OS GEOSSISTEMAS COMO UM MÉTODO À ABORDAGEM DA PAISAGEM
E DA NATUREZA
Cada geossistema é resultante de uma interação de elementos que lhe
determinam uma determinada feição e função. Sendo então, também uma manifestação
das formas complexas resultantes do movimento da matéria que existe disponível na
natureza e até na sociedade. Rodriguez et al (2007) menciona que a gênese de um
geossistema é portadora de processos como geogênese, a pedogênese e a biogênese.
Cada um destes processos se dá pelo intercâmbio ativo de energia e substâncias em uma
paisagem.
A gênese paisagística é um processo que ocorre nos limites da fronteira
superior da paisagem na atmosfera até o limite inferior da camada de
alteração do intemperismo. Nestes limites muda a estrutura da paisagem, o regime de seu funcionamento e ocorrem os processos evolutivos
(RODRIGUEZ et al , 2007, p. 125).
A ação conjunta dos fatores, componentes e de processos no tempo é um
determinante na formação e no funcionamento de um geossistema. Por exemplo: na
formação de uma feição morfoescultural de uma paisagem os processos como
escoamento, denudação, acumulação, erosão, deslizamento e o movimento de massa
dentre outros, consiste em ativos e interatuantes em intensidades. São momentos
diferenciados dentro de um mesmo espaço e tempo.

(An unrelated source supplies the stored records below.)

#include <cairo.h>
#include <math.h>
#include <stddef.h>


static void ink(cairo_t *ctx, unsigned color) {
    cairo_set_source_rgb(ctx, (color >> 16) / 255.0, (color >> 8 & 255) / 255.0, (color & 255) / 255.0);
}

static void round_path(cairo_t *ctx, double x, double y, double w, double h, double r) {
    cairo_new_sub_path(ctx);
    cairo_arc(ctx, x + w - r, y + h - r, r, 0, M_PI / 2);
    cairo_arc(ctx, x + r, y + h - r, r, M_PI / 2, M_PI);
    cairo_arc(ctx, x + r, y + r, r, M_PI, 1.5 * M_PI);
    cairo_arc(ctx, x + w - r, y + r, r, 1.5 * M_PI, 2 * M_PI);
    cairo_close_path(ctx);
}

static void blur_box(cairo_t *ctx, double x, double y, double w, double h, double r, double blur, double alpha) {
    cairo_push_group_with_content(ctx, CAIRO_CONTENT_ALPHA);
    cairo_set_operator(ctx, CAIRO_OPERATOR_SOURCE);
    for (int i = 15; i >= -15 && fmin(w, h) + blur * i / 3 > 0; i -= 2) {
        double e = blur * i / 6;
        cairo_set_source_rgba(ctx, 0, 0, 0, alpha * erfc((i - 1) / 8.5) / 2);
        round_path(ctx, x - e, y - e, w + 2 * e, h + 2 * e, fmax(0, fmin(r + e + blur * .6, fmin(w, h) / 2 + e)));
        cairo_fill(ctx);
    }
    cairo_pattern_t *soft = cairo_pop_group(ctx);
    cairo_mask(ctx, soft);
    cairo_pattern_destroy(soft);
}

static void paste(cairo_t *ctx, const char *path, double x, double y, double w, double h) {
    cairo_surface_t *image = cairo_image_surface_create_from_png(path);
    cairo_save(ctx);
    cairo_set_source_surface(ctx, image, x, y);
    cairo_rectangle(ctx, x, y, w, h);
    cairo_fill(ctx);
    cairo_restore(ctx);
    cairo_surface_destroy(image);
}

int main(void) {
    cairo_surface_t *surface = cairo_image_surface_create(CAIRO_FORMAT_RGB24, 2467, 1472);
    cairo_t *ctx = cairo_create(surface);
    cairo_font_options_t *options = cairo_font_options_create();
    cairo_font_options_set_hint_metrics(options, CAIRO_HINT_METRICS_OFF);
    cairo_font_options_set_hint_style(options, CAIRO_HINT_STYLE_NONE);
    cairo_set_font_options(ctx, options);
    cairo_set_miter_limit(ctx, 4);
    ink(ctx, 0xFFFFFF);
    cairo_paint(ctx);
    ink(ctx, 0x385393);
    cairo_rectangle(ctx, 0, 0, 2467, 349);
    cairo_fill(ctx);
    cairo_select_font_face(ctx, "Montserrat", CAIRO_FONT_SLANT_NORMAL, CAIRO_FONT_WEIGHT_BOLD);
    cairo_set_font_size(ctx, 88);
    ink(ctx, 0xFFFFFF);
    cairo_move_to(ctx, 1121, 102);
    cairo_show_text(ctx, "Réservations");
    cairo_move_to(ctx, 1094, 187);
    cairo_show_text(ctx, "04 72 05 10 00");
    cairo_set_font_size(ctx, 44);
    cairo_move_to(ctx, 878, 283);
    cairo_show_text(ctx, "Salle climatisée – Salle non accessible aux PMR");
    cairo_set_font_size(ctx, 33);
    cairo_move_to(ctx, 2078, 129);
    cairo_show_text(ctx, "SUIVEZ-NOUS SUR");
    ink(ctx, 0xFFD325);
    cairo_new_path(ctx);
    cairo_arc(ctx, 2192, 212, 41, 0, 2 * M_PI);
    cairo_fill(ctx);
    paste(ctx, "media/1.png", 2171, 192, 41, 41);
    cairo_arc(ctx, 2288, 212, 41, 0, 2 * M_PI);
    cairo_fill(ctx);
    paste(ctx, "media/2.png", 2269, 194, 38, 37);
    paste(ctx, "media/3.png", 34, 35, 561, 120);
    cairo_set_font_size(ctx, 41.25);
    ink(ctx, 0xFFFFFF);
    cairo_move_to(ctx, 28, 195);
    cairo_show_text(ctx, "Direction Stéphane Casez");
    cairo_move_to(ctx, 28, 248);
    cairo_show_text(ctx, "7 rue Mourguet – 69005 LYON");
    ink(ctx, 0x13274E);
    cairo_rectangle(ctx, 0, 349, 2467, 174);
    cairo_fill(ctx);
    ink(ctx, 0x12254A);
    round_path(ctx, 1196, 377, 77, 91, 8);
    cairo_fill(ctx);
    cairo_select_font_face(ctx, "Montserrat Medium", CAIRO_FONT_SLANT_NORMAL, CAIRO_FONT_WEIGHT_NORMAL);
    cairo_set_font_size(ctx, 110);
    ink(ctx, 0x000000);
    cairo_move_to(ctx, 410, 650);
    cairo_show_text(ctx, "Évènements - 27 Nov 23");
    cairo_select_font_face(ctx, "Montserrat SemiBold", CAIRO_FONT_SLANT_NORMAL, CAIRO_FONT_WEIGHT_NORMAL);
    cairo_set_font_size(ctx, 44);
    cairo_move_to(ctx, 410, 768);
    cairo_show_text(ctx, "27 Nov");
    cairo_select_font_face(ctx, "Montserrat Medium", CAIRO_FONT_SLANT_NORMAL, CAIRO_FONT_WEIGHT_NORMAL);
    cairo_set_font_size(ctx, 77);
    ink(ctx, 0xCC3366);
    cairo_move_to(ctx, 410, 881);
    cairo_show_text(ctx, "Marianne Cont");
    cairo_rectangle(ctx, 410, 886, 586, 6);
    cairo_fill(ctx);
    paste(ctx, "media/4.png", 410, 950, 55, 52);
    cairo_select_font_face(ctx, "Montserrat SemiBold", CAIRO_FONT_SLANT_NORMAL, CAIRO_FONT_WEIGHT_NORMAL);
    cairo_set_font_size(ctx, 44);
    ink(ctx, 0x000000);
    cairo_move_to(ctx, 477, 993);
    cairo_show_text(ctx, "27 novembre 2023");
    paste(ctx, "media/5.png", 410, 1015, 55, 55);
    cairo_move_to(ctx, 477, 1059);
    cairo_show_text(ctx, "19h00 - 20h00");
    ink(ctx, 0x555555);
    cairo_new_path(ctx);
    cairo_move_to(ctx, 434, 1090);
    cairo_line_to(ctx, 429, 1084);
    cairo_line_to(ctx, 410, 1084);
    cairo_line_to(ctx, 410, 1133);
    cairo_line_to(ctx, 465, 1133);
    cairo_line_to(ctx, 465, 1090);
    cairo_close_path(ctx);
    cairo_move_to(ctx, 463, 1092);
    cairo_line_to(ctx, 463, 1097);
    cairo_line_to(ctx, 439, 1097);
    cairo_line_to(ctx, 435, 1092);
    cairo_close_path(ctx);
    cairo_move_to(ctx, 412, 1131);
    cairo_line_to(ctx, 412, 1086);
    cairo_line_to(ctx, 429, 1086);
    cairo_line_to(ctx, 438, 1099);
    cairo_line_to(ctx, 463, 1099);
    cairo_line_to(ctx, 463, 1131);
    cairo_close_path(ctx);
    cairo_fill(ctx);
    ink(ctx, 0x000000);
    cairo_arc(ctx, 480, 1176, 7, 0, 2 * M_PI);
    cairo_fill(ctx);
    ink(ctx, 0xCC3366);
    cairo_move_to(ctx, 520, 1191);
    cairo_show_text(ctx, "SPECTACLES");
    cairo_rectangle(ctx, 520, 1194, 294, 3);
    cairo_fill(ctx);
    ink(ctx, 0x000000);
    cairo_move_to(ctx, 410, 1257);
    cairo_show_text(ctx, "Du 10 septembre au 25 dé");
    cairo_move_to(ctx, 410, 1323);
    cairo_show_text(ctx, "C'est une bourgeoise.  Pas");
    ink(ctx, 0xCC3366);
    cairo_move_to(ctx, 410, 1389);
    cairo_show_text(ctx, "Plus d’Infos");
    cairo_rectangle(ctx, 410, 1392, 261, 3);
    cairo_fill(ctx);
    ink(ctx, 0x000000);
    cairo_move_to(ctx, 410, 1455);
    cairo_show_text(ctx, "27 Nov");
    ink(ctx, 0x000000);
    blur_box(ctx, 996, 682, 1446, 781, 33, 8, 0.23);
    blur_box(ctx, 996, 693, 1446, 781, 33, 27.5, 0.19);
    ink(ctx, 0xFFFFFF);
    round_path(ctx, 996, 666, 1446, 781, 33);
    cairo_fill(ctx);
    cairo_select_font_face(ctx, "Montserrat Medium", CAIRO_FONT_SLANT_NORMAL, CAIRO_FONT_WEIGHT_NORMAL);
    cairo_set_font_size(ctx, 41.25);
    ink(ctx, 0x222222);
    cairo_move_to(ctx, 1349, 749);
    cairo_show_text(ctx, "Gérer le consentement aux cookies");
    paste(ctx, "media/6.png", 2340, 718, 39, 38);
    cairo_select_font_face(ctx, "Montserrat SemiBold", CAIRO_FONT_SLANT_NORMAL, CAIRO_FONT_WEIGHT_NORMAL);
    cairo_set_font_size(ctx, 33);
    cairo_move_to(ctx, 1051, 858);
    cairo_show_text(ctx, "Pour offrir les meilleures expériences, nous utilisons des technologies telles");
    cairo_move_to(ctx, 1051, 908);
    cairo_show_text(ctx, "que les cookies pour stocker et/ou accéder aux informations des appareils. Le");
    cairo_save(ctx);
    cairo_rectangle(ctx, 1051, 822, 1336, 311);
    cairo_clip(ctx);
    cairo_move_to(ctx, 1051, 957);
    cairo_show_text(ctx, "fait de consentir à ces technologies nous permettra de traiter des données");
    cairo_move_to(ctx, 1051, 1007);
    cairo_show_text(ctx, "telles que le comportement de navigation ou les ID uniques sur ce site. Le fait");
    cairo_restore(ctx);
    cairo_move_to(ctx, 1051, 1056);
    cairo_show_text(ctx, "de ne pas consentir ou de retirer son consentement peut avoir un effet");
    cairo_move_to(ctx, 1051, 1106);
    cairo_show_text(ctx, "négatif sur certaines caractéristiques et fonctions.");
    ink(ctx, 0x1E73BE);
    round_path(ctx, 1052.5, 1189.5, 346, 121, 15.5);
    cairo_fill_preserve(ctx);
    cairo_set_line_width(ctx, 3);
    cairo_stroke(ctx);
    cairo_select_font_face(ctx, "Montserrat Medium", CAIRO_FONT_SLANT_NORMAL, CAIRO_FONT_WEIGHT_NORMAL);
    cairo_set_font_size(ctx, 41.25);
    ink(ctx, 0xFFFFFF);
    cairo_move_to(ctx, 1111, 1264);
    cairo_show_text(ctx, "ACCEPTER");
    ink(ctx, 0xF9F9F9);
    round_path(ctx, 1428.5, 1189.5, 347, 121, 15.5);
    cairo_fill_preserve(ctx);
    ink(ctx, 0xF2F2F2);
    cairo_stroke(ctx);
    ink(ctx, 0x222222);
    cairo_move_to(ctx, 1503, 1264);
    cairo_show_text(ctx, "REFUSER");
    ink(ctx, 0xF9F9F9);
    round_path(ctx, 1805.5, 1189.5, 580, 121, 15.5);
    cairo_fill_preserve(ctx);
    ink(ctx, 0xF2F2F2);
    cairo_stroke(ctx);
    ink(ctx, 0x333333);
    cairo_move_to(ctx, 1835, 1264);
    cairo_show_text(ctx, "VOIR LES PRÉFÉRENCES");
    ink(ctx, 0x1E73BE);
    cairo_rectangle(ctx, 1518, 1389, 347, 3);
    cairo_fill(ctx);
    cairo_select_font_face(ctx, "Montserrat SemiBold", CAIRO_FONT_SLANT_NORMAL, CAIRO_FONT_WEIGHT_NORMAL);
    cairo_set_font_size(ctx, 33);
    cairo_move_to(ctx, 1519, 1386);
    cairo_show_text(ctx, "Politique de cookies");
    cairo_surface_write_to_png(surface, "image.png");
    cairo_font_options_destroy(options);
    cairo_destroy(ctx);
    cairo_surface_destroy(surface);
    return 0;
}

Decididamente, a paisagem é um organismo complexo, pois é feita pela
associação especifica de formas naturais e é apreendida pela análise morfológica, mas
em seu conteúdo, também se mostram combinações de obras humanas, que se refletem
no uso que é dado as mesmas e que conferem a identidade cultural das sociedades que
passam sobre elas em vários momentos da história.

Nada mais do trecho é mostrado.